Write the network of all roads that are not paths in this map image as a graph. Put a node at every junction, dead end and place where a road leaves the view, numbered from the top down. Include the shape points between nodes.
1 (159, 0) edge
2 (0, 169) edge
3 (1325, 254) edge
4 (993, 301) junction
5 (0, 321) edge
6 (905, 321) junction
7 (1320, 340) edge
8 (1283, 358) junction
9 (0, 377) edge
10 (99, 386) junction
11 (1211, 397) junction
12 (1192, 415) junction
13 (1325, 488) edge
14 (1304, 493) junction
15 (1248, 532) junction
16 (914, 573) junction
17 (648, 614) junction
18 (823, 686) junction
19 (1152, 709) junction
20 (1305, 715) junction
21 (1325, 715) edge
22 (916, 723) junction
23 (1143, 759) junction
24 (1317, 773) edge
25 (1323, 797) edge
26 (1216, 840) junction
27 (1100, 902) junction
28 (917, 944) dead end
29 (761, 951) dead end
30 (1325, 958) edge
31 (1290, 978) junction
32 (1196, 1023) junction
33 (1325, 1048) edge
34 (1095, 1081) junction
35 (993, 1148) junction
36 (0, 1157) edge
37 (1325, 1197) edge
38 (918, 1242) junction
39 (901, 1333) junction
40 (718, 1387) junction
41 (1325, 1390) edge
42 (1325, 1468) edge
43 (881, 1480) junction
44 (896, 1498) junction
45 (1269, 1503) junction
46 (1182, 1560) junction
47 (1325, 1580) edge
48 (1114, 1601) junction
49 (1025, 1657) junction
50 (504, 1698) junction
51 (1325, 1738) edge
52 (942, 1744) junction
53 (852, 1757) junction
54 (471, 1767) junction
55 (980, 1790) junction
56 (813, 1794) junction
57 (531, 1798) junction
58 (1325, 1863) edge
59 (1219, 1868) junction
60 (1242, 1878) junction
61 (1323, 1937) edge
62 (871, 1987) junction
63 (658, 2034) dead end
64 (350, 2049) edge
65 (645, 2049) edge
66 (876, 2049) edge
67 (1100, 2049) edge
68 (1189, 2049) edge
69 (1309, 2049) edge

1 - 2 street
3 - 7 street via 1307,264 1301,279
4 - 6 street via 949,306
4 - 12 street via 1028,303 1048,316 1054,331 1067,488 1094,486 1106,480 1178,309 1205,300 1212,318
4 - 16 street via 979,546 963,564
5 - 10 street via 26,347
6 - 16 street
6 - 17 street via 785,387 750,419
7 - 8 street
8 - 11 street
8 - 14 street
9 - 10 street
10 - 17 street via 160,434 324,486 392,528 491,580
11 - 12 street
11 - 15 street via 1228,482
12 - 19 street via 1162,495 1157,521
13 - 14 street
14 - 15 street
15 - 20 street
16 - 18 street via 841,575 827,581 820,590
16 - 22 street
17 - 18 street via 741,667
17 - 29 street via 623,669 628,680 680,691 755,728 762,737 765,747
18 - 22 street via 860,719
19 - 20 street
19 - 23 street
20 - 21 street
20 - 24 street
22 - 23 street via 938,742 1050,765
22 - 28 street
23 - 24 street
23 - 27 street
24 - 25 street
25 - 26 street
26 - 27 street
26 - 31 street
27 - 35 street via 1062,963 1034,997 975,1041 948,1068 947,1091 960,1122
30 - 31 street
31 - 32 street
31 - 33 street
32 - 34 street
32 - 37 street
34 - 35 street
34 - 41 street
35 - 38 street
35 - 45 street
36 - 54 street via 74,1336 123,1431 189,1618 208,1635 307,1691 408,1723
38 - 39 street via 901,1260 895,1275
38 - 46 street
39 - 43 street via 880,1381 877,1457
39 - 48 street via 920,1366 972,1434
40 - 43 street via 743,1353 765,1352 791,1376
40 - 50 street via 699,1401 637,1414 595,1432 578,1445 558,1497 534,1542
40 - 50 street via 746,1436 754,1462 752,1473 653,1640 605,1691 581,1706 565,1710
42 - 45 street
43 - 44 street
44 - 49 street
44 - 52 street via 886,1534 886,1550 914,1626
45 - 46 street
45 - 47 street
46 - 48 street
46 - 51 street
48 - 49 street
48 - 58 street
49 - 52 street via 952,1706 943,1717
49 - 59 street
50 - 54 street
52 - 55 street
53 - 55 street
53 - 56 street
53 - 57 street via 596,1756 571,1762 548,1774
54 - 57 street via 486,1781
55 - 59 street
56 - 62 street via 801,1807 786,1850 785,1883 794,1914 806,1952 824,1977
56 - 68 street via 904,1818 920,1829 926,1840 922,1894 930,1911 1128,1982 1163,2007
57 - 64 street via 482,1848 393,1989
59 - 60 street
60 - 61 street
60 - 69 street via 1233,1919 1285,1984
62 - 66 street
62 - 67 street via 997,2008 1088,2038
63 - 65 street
----
What is required:
Line by line, reproduce the records above exactly.

Exercise answer:
Write the network of all roads that are not paths in this map image as a graph. Put a node at every junction, dead end and place where a road leaves the view, numbered from the top down. Include the shape points between nodes.
1 (159, 0) edge
2 (0, 169) edge
3 (1325, 254) edge
4 (993, 301) junction
5 (0, 321) edge
6 (905, 321) junction
7 (1320, 340) edge
8 (1283, 358) junction
9 (0, 377) edge
10 (99, 386) junction
11 (1211, 397) junction
12 (1192, 415) junction
13 (1325, 488) edge
14 (1304, 493) junction
15 (1248, 532) junction
16 (914, 573) junction
17 (648, 614) junction
18 (823, 686) junction
19 (1152, 709) junction
20 (1305, 715) junction
21 (1325, 715) edge
22 (916, 723) junction
23 (1143, 759) junction
24 (1317, 773) edge
25 (1323, 797) edge
26 (1216, 840) junction
27 (1100, 902) junction
28 (917, 944) dead end
29 (761, 951) dead end
30 (1325, 958) edge
31 (1290, 978) junction
32 (1196, 1023) junction
33 (1325, 1048) edge
34 (1095, 1081) junction
35 (993, 1148) junction
36 (0, 1157) edge
37 (1325, 1197) edge
38 (918, 1242) junction
39 (901, 1333) junction
40 (718, 1387) junction
41 (1325, 1390) edge
42 (1325, 1468) edge
43 (881, 1480) junction
44 (896, 1498) junction
45 (1269, 1503) junction
46 (1182, 1560) junction
47 (1325, 1580) edge
48 (1114, 1601) junction
49 (1025, 1657) junction
50 (504, 1698) junction
51 (1325, 1738) edge
52 (942, 1744) junction
53 (852, 1757) junction
54 (471, 1767) junction
55 (980, 1790) junction
56 (813, 1794) junction
57 (531, 1798) junction
58 (1325, 1863) edge
59 (1219, 1868) junction
60 (1242, 1878) junction
61 (1323, 1937) edge
62 (871, 1987) junction
63 (658, 2034) dead end
64 (350, 2049) edge
65 (645, 2049) edge
66 (876, 2049) edge
67 (1100, 2049) edge
68 (1189, 2049) edge
69 (1309, 2049) edge

1 - 2 street
3 - 7 street via 1307,264 1301,279
4 - 6 street via 949,306
4 - 12 street via 1028,303 1048,316 1054,331 1067,488 1094,486 1106,480 1178,309 1205,300 1212,318
4 - 16 street via 979,546 963,564
5 - 10 street via 26,347
6 - 16 street
6 - 17 street via 785,387 750,419
7 - 8 street
8 - 11 street
8 - 14 street
9 - 10 street
10 - 17 street via 160,434 324,486 392,528 491,580
11 - 12 street
11 - 15 street via 1228,482
12 - 19 street via 1162,495 1157,521
13 - 14 street
14 - 15 street
15 - 20 street
16 - 18 street via 841,575 827,581 820,590
16 - 22 street
17 - 18 street via 741,667
17 - 29 street via 623,669 628,680 680,691 755,728 762,737 765,747
18 - 22 street via 860,719
19 - 20 street
19 - 23 street
20 - 21 street
20 - 24 street
22 - 23 street via 938,742 1050,765
22 - 28 street
23 - 24 street
23 - 27 street
24 - 25 street
25 - 26 street
26 - 27 street
26 - 31 street
27 - 35 street via 1062,963 1034,997 975,1041 948,1068 947,1091 960,1122
30 - 31 street
31 - 32 street
31 - 33 street
32 - 34 street
32 - 37 street
34 - 35 street
34 - 41 street
35 - 38 street
35 - 45 street
36 - 54 street via 74,1336 123,1431 189,1618 208,1635 307,1691 408,1723
38 - 39 street via 901,1260 895,1275
38 - 46 street
39 - 43 street via 880,1381 877,1457
39 - 48 street via 920,1366 972,1434
40 - 43 street via 743,1353 765,1352 791,1376
40 - 50 street via 699,1401 637,1414 595,1432 578,1445 558,1497 534,1542
40 - 50 street via 746,1436 754,1462 752,1473 653,1640 605,1691 581,1706 565,1710
42 - 45 street
43 - 44 street
44 - 49 street
44 - 52 street via 886,1534 886,1550 914,1626
45 - 46 street
45 - 47 street
46 - 48 street
46 - 51 street
48 - 49 street
48 - 58 street
49 - 52 street via 952,1706 943,1717
49 - 59 street
50 - 54 street
52 - 55 street
53 - 55 street
53 - 56 street
53 - 57 street via 596,1756 571,1762 548,1774
54 - 57 street via 486,1781
55 - 59 street
56 - 62 street via 801,1807 786,1850 785,1883 794,1914 806,1952 824,1977
56 - 68 street via 904,1818 920,1829 926,1840 922,1894 930,1911 1128,1982 1163,2007
57 - 64 street via 482,1848 393,1989
59 - 60 street
60 - 61 street
60 - 69 street via 1233,1919 1285,1984
62 - 66 street
62 - 67 street via 997,2008 1088,2038
63 - 65 street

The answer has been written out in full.